▸ **Problem to solve**: Transcribe all records exactly.

▸ **Extracted data**:

§ §

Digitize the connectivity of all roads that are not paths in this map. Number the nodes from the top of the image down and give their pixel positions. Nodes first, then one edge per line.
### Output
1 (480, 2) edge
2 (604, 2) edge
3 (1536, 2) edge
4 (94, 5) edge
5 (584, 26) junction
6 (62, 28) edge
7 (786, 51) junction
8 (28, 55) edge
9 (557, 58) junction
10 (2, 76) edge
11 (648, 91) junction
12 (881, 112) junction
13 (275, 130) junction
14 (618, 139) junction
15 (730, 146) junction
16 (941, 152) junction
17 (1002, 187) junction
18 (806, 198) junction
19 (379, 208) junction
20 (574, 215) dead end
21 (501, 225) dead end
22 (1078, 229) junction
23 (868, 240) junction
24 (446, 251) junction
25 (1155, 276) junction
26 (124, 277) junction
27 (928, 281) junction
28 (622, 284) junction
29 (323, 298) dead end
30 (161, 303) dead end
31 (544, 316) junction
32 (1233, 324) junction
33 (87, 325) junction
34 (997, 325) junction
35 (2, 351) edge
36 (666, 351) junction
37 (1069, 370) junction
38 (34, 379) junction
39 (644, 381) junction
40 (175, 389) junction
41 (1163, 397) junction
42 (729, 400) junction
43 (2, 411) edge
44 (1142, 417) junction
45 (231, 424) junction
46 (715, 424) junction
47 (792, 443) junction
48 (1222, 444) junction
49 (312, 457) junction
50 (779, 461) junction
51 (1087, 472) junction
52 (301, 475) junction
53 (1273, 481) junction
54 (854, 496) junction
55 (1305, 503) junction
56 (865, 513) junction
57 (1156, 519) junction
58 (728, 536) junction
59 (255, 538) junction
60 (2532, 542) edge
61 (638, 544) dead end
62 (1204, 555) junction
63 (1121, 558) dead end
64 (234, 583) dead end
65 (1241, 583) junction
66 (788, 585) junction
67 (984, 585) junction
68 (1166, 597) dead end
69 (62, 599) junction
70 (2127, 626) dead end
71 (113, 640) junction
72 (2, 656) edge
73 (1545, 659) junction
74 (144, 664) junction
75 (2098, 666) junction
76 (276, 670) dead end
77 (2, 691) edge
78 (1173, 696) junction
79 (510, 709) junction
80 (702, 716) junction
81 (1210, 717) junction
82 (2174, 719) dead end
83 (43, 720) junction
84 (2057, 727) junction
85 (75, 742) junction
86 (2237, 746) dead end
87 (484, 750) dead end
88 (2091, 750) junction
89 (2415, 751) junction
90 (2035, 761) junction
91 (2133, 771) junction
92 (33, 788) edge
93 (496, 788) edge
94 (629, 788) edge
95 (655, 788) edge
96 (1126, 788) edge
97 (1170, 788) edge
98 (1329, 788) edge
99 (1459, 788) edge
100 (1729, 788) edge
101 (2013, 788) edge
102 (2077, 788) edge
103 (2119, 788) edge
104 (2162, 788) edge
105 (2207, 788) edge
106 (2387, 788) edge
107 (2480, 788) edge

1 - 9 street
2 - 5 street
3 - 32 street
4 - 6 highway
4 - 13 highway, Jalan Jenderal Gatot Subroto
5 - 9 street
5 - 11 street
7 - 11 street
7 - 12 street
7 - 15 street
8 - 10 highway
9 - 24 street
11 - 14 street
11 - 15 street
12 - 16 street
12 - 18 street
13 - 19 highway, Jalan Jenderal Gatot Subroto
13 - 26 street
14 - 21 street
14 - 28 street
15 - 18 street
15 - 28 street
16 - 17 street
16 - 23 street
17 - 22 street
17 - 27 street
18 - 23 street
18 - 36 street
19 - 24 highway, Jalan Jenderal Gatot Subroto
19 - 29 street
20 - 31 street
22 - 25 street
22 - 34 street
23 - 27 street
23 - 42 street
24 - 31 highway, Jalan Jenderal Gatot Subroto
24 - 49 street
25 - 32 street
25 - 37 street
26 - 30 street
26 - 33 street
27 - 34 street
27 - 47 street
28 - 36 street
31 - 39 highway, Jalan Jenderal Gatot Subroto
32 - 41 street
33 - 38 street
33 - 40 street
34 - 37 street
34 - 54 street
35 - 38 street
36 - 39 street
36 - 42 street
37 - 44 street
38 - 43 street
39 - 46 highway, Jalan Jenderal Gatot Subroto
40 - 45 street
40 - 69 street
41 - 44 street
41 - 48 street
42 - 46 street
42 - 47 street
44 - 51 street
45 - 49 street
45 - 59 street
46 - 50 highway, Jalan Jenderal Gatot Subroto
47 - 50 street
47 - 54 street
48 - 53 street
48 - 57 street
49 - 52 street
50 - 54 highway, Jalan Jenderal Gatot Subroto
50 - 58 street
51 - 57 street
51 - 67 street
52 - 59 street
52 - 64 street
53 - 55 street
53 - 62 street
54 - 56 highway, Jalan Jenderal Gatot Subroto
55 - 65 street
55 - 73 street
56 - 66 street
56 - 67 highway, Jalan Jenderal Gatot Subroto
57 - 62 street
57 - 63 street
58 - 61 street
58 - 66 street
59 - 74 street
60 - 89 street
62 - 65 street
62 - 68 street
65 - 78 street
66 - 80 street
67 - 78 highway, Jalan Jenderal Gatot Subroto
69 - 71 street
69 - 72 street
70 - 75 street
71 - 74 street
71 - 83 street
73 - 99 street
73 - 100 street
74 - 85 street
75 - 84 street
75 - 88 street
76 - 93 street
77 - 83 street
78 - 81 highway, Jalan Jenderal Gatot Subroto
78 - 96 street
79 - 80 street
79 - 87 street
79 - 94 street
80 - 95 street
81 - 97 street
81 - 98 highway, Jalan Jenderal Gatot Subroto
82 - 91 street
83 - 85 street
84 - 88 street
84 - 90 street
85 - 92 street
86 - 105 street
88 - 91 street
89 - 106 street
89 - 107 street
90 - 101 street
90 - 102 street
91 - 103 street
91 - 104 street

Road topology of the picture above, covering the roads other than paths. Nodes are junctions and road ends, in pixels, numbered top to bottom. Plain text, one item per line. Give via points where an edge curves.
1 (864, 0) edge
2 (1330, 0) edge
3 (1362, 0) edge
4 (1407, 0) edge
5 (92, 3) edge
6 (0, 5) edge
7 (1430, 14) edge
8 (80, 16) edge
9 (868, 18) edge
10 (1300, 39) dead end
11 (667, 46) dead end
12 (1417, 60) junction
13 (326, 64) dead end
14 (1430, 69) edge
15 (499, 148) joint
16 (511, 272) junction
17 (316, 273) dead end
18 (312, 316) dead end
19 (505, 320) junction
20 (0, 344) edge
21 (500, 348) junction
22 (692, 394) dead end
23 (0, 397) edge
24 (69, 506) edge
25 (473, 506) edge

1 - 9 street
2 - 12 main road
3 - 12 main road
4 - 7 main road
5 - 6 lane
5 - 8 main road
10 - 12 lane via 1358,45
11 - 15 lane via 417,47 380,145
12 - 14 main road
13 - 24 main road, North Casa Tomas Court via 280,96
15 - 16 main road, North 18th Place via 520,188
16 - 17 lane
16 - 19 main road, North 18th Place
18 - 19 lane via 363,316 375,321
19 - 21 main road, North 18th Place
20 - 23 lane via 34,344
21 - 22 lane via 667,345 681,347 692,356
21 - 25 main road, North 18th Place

§ §

▸ **Output for this exercise**:
Digitize the connectivity of all roads that are not paths in this map. Number the nodes from the top of the image down and give their pixel positions. Nodes first, then one edge per line.
### Output
1 (480, 2) edge
2 (604, 2) edge
3 (1536, 2) edge
4 (94, 5) edge
5 (584, 26) junction
6 (62, 28) edge
7 (786, 51) junction
8 (28, 55) edge
9 (557, 58) junction
10 (2, 76) edge
11 (648, 91) junction
12 (881, 112) junction
13 (275, 130) junction
14 (618, 139) junction
15 (730, 146) junction
16 (941, 152) junction
17 (1002, 187) junction
18 (806, 198) junction
19 (379, 208) junction
20 (574, 215) dead end
21 (501, 225) dead end
22 (1078, 229) junction
23 (868, 240) junction
24 (446, 251) junction
25 (1155, 276) junction
26 (124, 277) junction
27 (928, 281) junction
28 (622, 284) junction
29 (323, 298) dead end
30 (161, 303) dead end
31 (544, 316) junction
32 (1233, 324) junction
33 (87, 325) junction
34 (997, 325) junction
35 (2, 351) edge
36 (666, 351) junction
37 (1069, 370) junction
38 (34, 379) junction
39 (644, 381) junction
40 (175, 389) junction
41 (1163, 397) junction
42 (729, 400) junction
43 (2, 411) edge
44 (1142, 417) junction
45 (231, 424) junction
46 (715, 424) junction
47 (792, 443) junction
48 (1222, 444) junction
49 (312, 457) junction
50 (779, 461) junction
51 (1087, 472) junction
52 (301, 475) junction
53 (1273, 481) junction
54 (854, 496) junction
55 (1305, 503) junction
56 (865, 513) junction
57 (1156, 519) junction
58 (728, 536) junction
59 (255, 538) junction
60 (2532, 542) edge
61 (638, 544) dead end
62 (1204, 555) junction
63 (1121, 558) dead end
64 (234, 583) dead end
65 (1241, 583) junction
66 (788, 585) junction
67 (984, 585) junction
68 (1166, 597) dead end
69 (62, 599) junction
70 (2127, 626) dead end
71 (113, 640) junction
72 (2, 656) edge
73 (1545, 659) junction
74 (144, 664) junction
75 (2098, 666) junction
76 (276, 670) dead end
77 (2, 691) edge
78 (1173, 696) junction
79 (510, 709) junction
80 (702, 716) junction
81 (1210, 717) junction
82 (2174, 719) dead end
83 (43, 720) junction
84 (2057, 727) junction
85 (75, 742) junction
86 (2237, 746) dead end
87 (484, 750) dead end
88 (2091, 750) junction
89 (2415, 751) junction
90 (2035, 761) junction
91 (2133, 771) junction
92 (33, 788) edge
93 (496, 788) edge
94 (629, 788) edge
95 (655, 788) edge
96 (1126, 788) edge
97 (1170, 788) edge
98 (1329, 788) edge
99 (1459, 788) edge
100 (1729, 788) edge
101 (2013, 788) edge
102 (2077, 788) edge
103 (2119, 788) edge
104 (2162, 788) edge
105 (2207, 788) edge
106 (2387, 788) edge
107 (2480, 788) edge

1 - 9 street
2 - 5 street
3 - 32 street
4 - 6 highway
4 - 13 highway, Jalan Jenderal Gatot Subroto
5 - 9 street
5 - 11 street
7 - 11 street
7 - 12 street
7 - 15 street
8 - 10 highway
9 - 24 street
11 - 14 street
11 - 15 street
12 - 16 street
12 - 18 street
13 - 19 highway, Jalan Jenderal Gatot Subroto
13 - 26 street
14 - 21 street
14 - 28 street
15 - 18 street
15 - 28 street
16 - 17 street
16 - 23 street
17 - 22 street
17 - 27 street
18 - 23 street
18 - 36 street
19 - 24 highway, Jalan Jenderal Gatot Subroto
19 - 29 street
20 - 31 street
22 - 25 street
22 - 34 street
23 - 27 street
23 - 42 street
24 - 31 highway, Jalan Jenderal Gatot Subroto
24 - 49 street
25 - 32 street
25 - 37 street
26 - 30 street
26 - 33 street
27 - 34 street
27 - 47 street
28 - 36 street
31 - 39 highway, Jalan Jenderal Gatot Subroto
32 - 41 street
33 - 38 street
33 - 40 street
34 - 37 street
34 - 54 street
35 - 38 street
36 - 39 street
36 - 42 street
37 - 44 street
38 - 43 street
39 - 46 highway, Jalan Jenderal Gatot Subroto
40 - 45 street
40 - 69 street
41 - 44 street
41 - 48 street
42 - 46 street
42 - 47 street
44 - 51 street
45 - 49 street
45 - 59 street
46 - 50 highway, Jalan Jenderal Gatot Subroto
47 - 50 street
47 - 54 street
48 - 53 street
48 - 57 street
49 - 52 street
50 - 54 highway, Jalan Jenderal Gatot Subroto
50 - 58 street
51 - 57 street
51 - 67 street
52 - 59 street
52 - 64 street
53 - 55 street
53 - 62 street
54 - 56 highway, Jalan Jenderal Gatot Subroto
55 - 65 street
55 - 73 street
56 - 66 street
56 - 67 highway, Jalan Jenderal Gatot Subroto
57 - 62 street
57 - 63 street
58 - 61 street
58 - 66 street
59 - 74 street
60 - 89 street
62 - 65 street
62 - 68 street
65 - 78 street
66 - 80 street
67 - 78 highway, Jalan Jenderal Gatot Subroto
69 - 71 street
69 - 72 street
70 - 75 street
71 - 74 street
71 - 83 street
73 - 99 street
73 - 100 street
74 - 85 street
75 - 84 street
75 - 88 street
76 - 93 street
77 - 83 street
78 - 81 highway, Jalan Jenderal Gatot Subroto
78 - 96 street
79 - 80 street
79 - 87 street
79 - 94 street
80 - 95 street
81 - 97 street
81 - 98 highway, Jalan Jenderal Gatot Subroto
82 - 91 street
83 - 85 street
84 - 88 street
84 - 90 street
85 - 92 street
86 - 105 street
88 - 91 street
89 - 106 street
89 - 107 street
90 - 101 street
90 - 102 street
91 - 103 street
91 - 104 street

Road topology of the picture above, covering the roads other than paths. Nodes are junctions and road ends, in pixels, numbered top to bottom. Plain text, one item per line. Give via points where an edge curves.
1 (864, 0) edge
2 (1330, 0) edge
3 (1362, 0) edge
4 (1407, 0) edge
5 (92, 3) edge
6 (0, 5) edge
7 (1430, 14) edge
8 (80, 16) edge
9 (868, 18) edge
10 (1300, 39) dead end
11 (667, 46) dead end
12 (1417, 60) junction
13 (326, 64) dead end
14 (1430, 69) edge
15 (499, 148) joint
16 (511, 272) junction
17 (316, 273) dead end
18 (312, 316) dead end
19 (505, 320) junction
20 (0, 344) edge
21 (500, 348) junction
22 (692, 394) dead end
23 (0, 397) edge
24 (69, 506) edge
25 (473, 506) edge

1 - 9 street
2 - 12 main road
3 - 12 main road
4 - 7 main road
5 - 6 lane
5 - 8 main road
10 - 12 lane via 1358,45
11 - 15 lane via 417,47 380,145
12 - 14 main road
13 - 24 main road, North Casa Tomas Court via 280,96
15 - 16 main road, North 18th Place via 520,188
16 - 17 lane
16 - 19 main road, North 18th Place
18 - 19 lane via 363,316 375,321
19 - 21 main road, North 18th Place
20 - 23 lane via 34,344
21 - 22 lane via 667,345 681,347 692,356
21 - 25 main road, North 18th Place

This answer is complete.